Why Boosting Works
Boosting performs well in practice, with a few surprising characteristics. As boosting proceeds through more rounds, it is building an increasingly complex hypothesis. Yet a plot of the performance on the training and test datasets shows that it doesn’t seem to reach a point where it overfits. It also continues to improve test set (generalization) accuracy, even after the training set accuracy has gone to zero.
All boosting algorithms share two characteristics: combining a number of weak learners to make a prediction, and the fact that those weak learners are iteratively trained on the remaining error. There are different accounts of why boosting performs so well, based on different theories: a margin based account focused on the iterative fitting and bias/variance account, focused on the fact that boosting is an ensemble method.
Other ensemble methods, notably bagging and random forests, also combine multiple classifiers. In bagging, the weights for combining classifiers (w_i) are all the same (majority vote), and at each iteration, the datasets are created by simple resampling with replacement. There are two differences between boosting and bagging : the classifiers aren’t weighted by importance, and the base learners are not fit by iteratively focusing on the “harder” data points. Because bagging often improves the performance of a classifier, it argues that the performance of bagging, boosting, and all ensemble methods is that averaging helps: it is well known in statistics that combining multiple estimates can increase the accuracy by correcting for the bias and variance of any individual estimate.

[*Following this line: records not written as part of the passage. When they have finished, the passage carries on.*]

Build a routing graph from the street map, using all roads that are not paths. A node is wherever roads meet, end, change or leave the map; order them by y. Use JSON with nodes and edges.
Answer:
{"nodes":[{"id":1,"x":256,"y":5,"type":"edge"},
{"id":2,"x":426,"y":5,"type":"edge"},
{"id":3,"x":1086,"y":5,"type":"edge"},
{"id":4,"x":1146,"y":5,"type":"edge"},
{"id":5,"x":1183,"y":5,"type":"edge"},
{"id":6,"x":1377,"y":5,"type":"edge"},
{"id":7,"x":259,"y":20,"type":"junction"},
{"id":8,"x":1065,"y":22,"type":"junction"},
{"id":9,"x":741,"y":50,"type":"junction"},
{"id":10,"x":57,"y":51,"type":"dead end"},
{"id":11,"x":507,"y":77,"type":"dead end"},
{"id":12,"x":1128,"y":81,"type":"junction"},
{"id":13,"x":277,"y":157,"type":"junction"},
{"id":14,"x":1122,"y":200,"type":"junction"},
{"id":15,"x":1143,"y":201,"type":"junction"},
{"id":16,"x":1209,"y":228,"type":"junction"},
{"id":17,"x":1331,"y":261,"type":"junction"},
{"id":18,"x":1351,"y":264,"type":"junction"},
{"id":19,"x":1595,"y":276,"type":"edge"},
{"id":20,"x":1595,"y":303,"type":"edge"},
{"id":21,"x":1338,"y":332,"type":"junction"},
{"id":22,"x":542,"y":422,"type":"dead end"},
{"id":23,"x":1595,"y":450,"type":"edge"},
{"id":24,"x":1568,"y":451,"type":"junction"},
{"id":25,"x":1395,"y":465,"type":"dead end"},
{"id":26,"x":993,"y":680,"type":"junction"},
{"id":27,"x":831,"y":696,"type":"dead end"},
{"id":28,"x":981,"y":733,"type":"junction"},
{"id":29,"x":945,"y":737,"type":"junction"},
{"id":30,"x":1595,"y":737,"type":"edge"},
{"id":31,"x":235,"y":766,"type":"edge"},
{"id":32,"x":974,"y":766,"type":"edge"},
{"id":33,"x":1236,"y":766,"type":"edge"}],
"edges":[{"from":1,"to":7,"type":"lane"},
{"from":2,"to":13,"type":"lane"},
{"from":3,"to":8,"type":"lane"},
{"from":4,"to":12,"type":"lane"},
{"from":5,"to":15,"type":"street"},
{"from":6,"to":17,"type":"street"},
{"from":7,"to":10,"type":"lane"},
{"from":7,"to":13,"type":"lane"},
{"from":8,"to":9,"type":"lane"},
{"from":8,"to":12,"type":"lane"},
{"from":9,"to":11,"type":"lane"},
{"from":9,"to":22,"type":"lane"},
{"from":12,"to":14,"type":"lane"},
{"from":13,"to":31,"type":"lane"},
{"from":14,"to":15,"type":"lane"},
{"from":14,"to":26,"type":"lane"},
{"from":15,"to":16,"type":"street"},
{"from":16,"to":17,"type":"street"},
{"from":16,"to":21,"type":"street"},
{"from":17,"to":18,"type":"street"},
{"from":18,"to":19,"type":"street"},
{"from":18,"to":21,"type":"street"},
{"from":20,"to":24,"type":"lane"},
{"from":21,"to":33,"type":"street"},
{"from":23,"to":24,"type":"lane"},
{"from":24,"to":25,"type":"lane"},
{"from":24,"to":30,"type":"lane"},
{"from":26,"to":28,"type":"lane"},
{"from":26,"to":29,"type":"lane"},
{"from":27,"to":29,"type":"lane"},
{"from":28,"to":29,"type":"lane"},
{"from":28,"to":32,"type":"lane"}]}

The other explanation for boosting is that it helps because of the stagewise fitting procedure, by focusing attention on the misclassified examples, using reweighting or the gradient. There are two explanations why this is a good thing to do: Adaboost increases the margin, and Gradient Boost is performing gradient descent on the loss function. Adaboost works by increasing the margin: the reweighting will force it to concentrate attention on the data points which remain ambiguous: these will lie along the boundary between the classes: the same data points which a support vector machine would focus on. Gradient boosting explains boosting from the point of view of gradient descent. Thinking of boosting as gradient descent explains the reweighting in a different way: as we progress through rounds of boosting, the gradient of the loss function will point in a direction can travel to further minimize the function. If only a few data points remain misclassified, the gradient will point in a direction to minimize loss on those points (since the others are already well-fit).